Course/Data Storage/Object Storage (S3 Pattern)

Object Storage (S3 Pattern)

How object storage works: S3-compatible APIs, eventual consistency, versioning, lifecycle policies, and when to use it vs block/file storage.

10 min read

Three Storage Paradigms

Before diving into object storage, it's important to understand how it differs from the other two storage paradigms systems engineers work with.
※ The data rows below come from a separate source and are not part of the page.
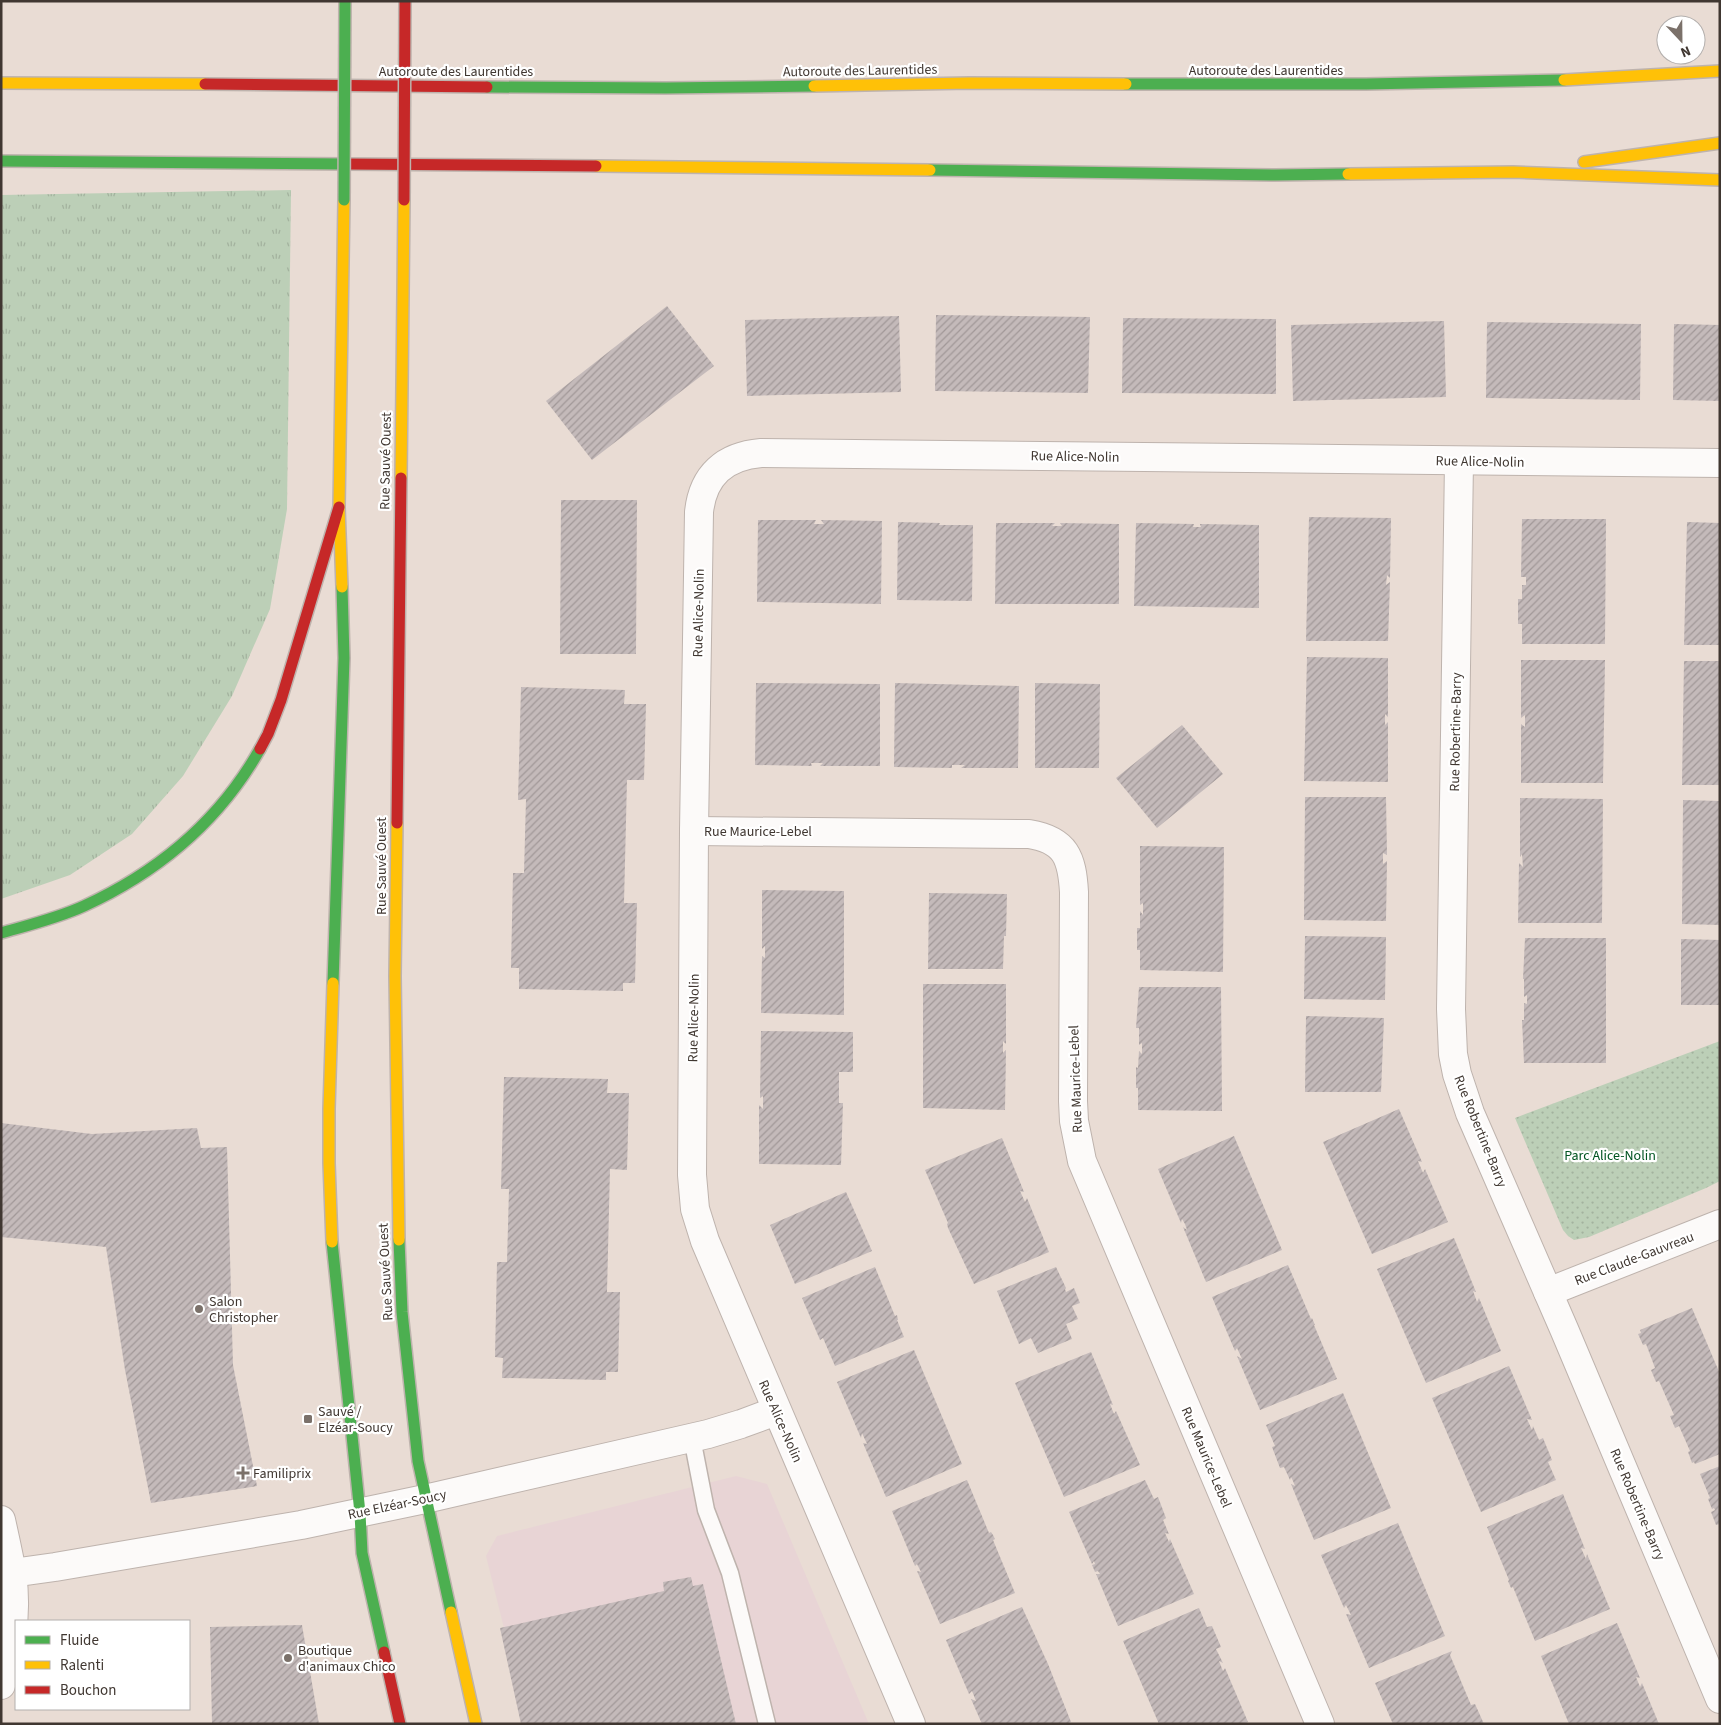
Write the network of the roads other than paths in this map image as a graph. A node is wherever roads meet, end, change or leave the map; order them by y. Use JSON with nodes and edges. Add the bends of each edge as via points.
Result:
{"nodes":[{"id":1,"x":345,"y":1,"type":"edge"},
{"id":2,"x":404,"y":1,"type":"edge"},
{"id":3,"x":1720,"y":71,"type":"edge"},
{"id":4,"x":1,"y":82,"type":"edge"},
{"id":5,"x":1720,"y":143,"type":"edge"},
{"id":6,"x":1,"y":161,"type":"edge"},
{"id":7,"x":1513,"y":172,"type":"junction"},
{"id":8,"x":1720,"y":180,"type":"edge"},
{"id":9,"x":1459,"y":461,"type":"junction"},
{"id":10,"x":1720,"y":463,"type":"edge"},
{"id":11,"x":339,"y":507,"type":"junction"},
{"id":12,"x":694,"y":831,"type":"junction"},
{"id":13,"x":1,"y":933,"type":"edge"},
{"id":14,"x":1720,"y":1224,"type":"edge"},
{"id":15,"x":1548,"y":1292,"type":"junction"},
{"id":16,"x":776,"y":1411,"type":"junction"},
{"id":17,"x":692,"y":1438,"type":"junction"},
{"id":18,"x":425,"y":1499,"type":"junction"},
{"id":19,"x":360,"y":1512,"type":"junction"},
{"id":20,"x":1,"y":1520,"type":"edge"},
{"id":21,"x":12,"y":1573,"type":"junction"},
{"id":22,"x":1,"y":1685,"type":"edge"},
{"id":23,"x":1720,"y":1699,"type":"edge"},
{"id":24,"x":400,"y":1724,"type":"edge"},
{"id":25,"x":476,"y":1724,"type":"edge"},
{"id":26,"x":767,"y":1724,"type":"edge"},
{"id":27,"x":911,"y":1724,"type":"edge"},
{"id":28,"x":1320,"y":1724,"type":"edge"}],
"edges":[{"from":1,"to":11,"type":"main road","bridge":true},
{"from":2,"to":18,"type":"main road","name":"Rue Sauvé Ouest","bridge":true,"via":[[396,758],[397,1190],[402,1312]]},
{"from":3,"to":4,"type":"main road","name":"Autoroute des Laurentides","via":[[1510,82],[1319,85],[661,88]]},
{"from":5,"to":7,"type":"main road"},
{"from":6,"to":7,"type":"main road","via":[[1275,175]]},
{"from":7,"to":8,"type":"main road"},
{"from":9,"to":10,"type":"street","name":"Rue Alice-Nolin"},
{"from":9,"to":12,"type":"street","name":"Rue Alice-Nolin","via":[[761,453],[734,458],[707,482],[700,502]]},
{"from":9,"to":15,"type":"street","name":"Rue Robertine-Barry","via":[[1453,1054],[1470,1112]]},
{"from":11,"to":13,"type":"main road","via":[[281,700],[256,758],[239,784],[186,842],[136,879],[71,912]]},
{"from":11,"to":19,"type":"main road","via":[[344,658],[329,1163],[333,1254]]},
{"from":12,"to":16,"type":"street","name":"Rue Alice-Nolin","via":[[693,1192],[705,1242]]},
{"from":12,"to":28,"type":"street","name":"Rue Maurice-Lebel","via":[[1029,834],[1046,838],[1066,855],[1073,872],[1074,1121],[1082,1161]]},
{"from":14,"to":15,"type":"street","name":"Rue Claude-Gauvreau"},
{"from":15,"to":23,"type":"street","name":"Rue Robertine-Barry"},
{"from":16,"to":17,"type":"street","name":"Rue Elzéar-Soucy"},
{"from":16,"to":27,"type":"street","name":"Rue Alice-Nolin"},
{"from":17,"to":18,"type":"street","name":"Rue Elzéar-Soucy"},
{"from":17,"to":26,"type":"lane","via":[[706,1510],[730,1573]]},
{"from":18,"to":19,"type":"street","name":"Rue Elzéar-Soucy"},
{"from":18,"to":25,"type":"main road","name":"Rue Sauvé Ouest"},
{"from":19,"to":21,"type":"street","name":"Rue Elzéar-Soucy","via":[[216,1540]]},
{"from":19,"to":24,"type":"main road","via":[[362,1553]]},
{"from":20,"to":21,"type":"street"},
{"from":21,"to":22,"type":"street","via":[[12,1630]]}]}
Paradigm	Access Model	Examples	Best For
Block Storage	Fixed-size blocks via disk interface (like a hard drive)	AWS EBS, GCP Persistent Disk	OS filesystems, databases, VMs — anything needing random read/write access
File Storage (NAS)	Hierarchical filesystem with directory tree	AWS EFS, NFS, Samba	Shared filesystems accessed by multiple servers simultaneously
Object Storage	Flat namespace of objects via HTTP API (GET/PUT/DELETE)	AWS S3, GCS, Azure Blob	Large unstructured data: images, videos, backups, logs, ML datasets

How Object Storage Works

Object storage has no directory hierarchy — it's a flat namespace where each object is identified by a bucket name + object key (a string that can look like a path: `photos/user-42/avatar.jpg`). Objects are immutable once written — to update a file, you overwrite the entire object. This immutability enables the extreme durability and scalability properties S3 is known for.

Loading diagram...

S3 internal architecture: stateless frontends route to replicated data nodes based on metadata lookup

AWS S3 provides 11 nines of durability (99.999999999%) by storing each object across multiple availability zones. An object is considered durable when it has been written to a quorum of storage nodes. S3 Standard also provides 99.99% availability — this is distinct from durability. Durability means the data exists; availability means you can access it.

Consistency Model

As of December 2020, Amazon S3 provides strong read-after-write consistency for all operations (GET, PUT, DELETE, LIST). Previously it was eventually consistent, which caused surprising bugs: you'd PUT an object and immediately GET it, sometimes receiving a 404. The updated model means a successful PUT is immediately visible to subsequent GETs — a significant usability improvement.

ℹ️

S3 Eventual Consistency History

If you see older system design resources warning about S3's eventual consistency for overwrites, note this was fixed in 2020. Current S3 offers strong consistency for all operations. This matters for patterns like: upload a file, then immediately process it — that workflow is now safe without extra synchronization.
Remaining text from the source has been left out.